Those lines of the data that hold the word "hand" are to be copied out.

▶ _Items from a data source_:
★ ★ ★ ★ ★ ★ ★
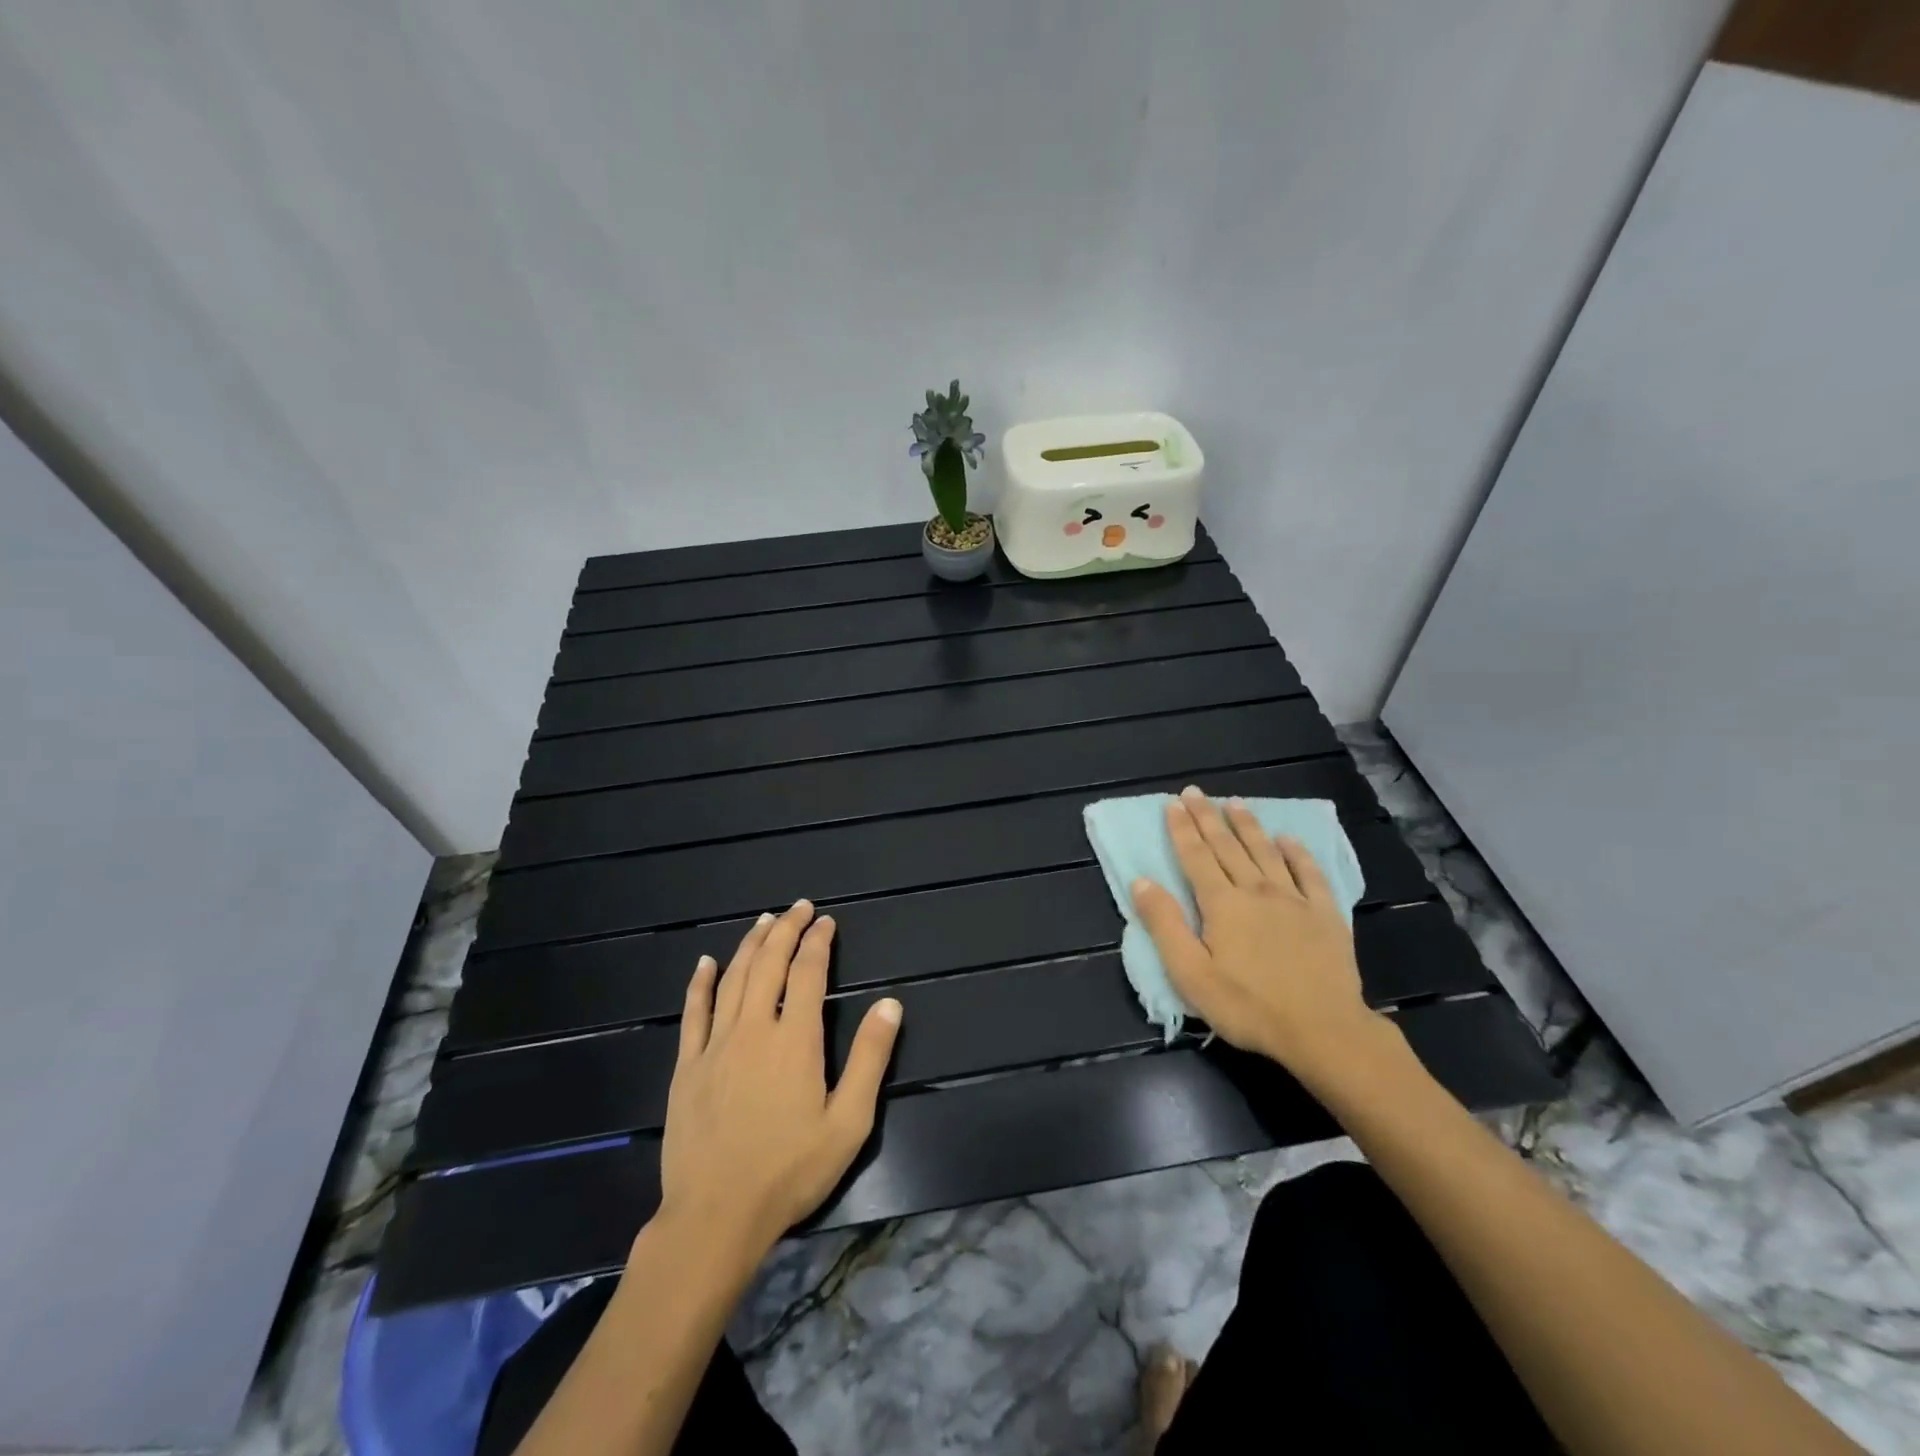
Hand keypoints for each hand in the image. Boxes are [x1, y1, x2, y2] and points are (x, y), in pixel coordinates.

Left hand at [655, 900, 902, 1263]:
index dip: (818, 942)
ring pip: (732, 979)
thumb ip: (870, 1058)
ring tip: (764, 921)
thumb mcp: (848, 1122)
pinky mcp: (687, 1066)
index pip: (808, 973)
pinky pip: (692, 1013)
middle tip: (799, 908)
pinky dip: (699, 983)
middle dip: (786, 930)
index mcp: (795, 1039)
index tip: (826, 921)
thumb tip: (890, 1004)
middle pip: (769, 965)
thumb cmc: (790, 1172)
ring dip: (750, 945)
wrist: (715, 1217)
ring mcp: (715, 1045)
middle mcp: (754, 1029)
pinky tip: (705, 963)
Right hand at [1130, 786, 1396, 1084]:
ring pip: (1265, 852)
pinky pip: (1309, 874)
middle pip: (1227, 846)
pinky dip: (1297, 853)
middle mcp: (1256, 891)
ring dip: (1247, 825)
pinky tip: (1288, 840)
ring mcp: (1294, 900)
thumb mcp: (1191, 974)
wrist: (1323, 1031)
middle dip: (1208, 817)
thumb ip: (1165, 924)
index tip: (1172, 803)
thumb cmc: (1248, 1006)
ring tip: (1235, 802)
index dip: (1182, 829)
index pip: (1196, 856)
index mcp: (1222, 904)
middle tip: (1195, 792)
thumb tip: (1141, 881)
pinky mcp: (1325, 915)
★ ★ ★ ★ ★ ★ ★
▶ _Solution to the problem_:
Hand keypoints for each hand in the image. Boxes are [x1, y1, x2, y2] and points are (x, y), in pixel coordinates.
Left hand at [655, 900, 902, 1263]:
Right hand at [1130, 786, 1396, 1084]:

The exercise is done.